La famiglia mafiosa di Torretta, infatti, si è distinta in passato per il ruolo dei suoi esponenti quali garanti per il rientro in Italia dei cosiddetti “scappati”, la fazione sconfitta dai corleonesi di Totò Riina al termine della seconda guerra di mafia.
L'emissario americano
Alla fine di settembre del 2018 un emissario di Cosa nostra americana è stato accolto dai vertici della famiglia mafiosa di Torretta.
La permanenza dell'uomo in zona fu coperta, tra gli altri, da due fratelli imprenditori che, dividendosi i ruoli, lo avrebbero preso in aeroporto e ne avrebbero garantito il soggiorno in una lussuosa villa con piscina di Mondello, regalandogli la cocaina in segno di benvenuto. Nel periodo trascorso sull'isola, l'emissario avrebbe preso parte ad una riunione nell'abitazione del boss Raffaele Di Maggio, il 3 ottobre 2018 a Torretta, e a un secondo incontro nel comune di Baucina.

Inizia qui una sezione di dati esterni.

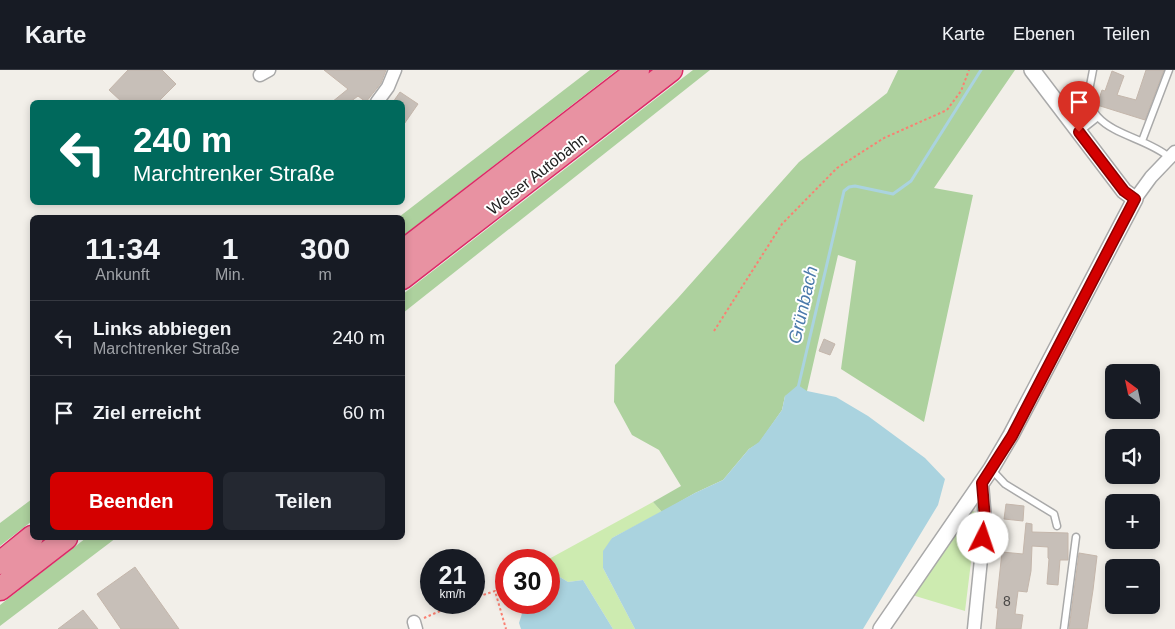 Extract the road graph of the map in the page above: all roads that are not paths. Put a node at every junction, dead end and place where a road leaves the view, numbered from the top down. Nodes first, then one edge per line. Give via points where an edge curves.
1 (396, 70) edge
2 (638, 70) edge
3 (672, 70) edge
4 (1032, 70) edge
5 (1093, 70) edge
6 (1168, 70) edge
7 (378, 100) edge
8 (1098, 117) junction
9 (1079, 132) junction
10 (1142, 141) junction
11 (1172, 155) edge
12 (1135, 199) junction
13 (405, 250) edge
14 (405, 276) edge
15 (991, 469) junction
16 (982, 483) junction
17 (1057, 526) dead end
18 (1076, 537) dead end
19 (30, 540) edge
20 (63, 540) edge
21 (0, 563) edge
22 (0, 589) edge
23 (881, 629) edge
24 (974, 629) edge
25 (1064, 629) edge

1 - 7 street
2 - 13 highway, Welser Autobahn
3 - 14 highway, Welser Autobahn
4 - 9 street
5 - 8 lane via 1088,100
6 - 10 lane
8 - 9 lane
8 - 10 lane
9 - 12 street via 1124,191
10 - 11 lane
11 - 12 street
12 - 15 street via 1012,436
15 - 16 street
15 - 17 lane via 1005,484 1054,514
16 - 23 street
16 - 24 street via 985,519
18 - 25 lane
19 - 21 highway
20 - 22 highway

All'indomani dell'omicidio del mafioso americano Frank Calì detto "Franky Boy", avvenuto a Staten Island (New York) la sera del 13 marzo 2019, i carabinieri hanno registrato una serie di fibrillazioni tra i mafiosi del clan palermitano.
Nei giorni successivi, il figlio di uno degli indagati è partito per gli Usa e durante la sua permanenza a New York ha incontrato diverse persone tra cui proprio l'emissario arrivato a Torretta nel settembre 2018. Rientrato dal viaggio, il giovane ha raccontato il clima di profonda tensione creatosi sulla sponda americana, esprimendo le proprie valutazioni su chi sarebbe subentrato a Calì alla guida della compagine mafiosa americana.
A Torretta inoltre i carabinieri hanno registrato i commenti "di prima mano" di alcuni degli indagati che conoscevano personalmente Frank Calì e che, in un primo momento, avevano temuto che l'episodio potesse provocare una pericolosa escalation di violenze nella quale avrebbero rischiato di rimanere direttamente coinvolti anche altri soggetti.
Le mani dei boss sui lavori pubblici
La mafia di Torretta si sarebbe inserita nel tessuto economico legale, tra edilizia, agricoltura e allevamento di bestiame attraverso il diretto intervento nelle dinamiche di compravendita degli animali e dei terreni.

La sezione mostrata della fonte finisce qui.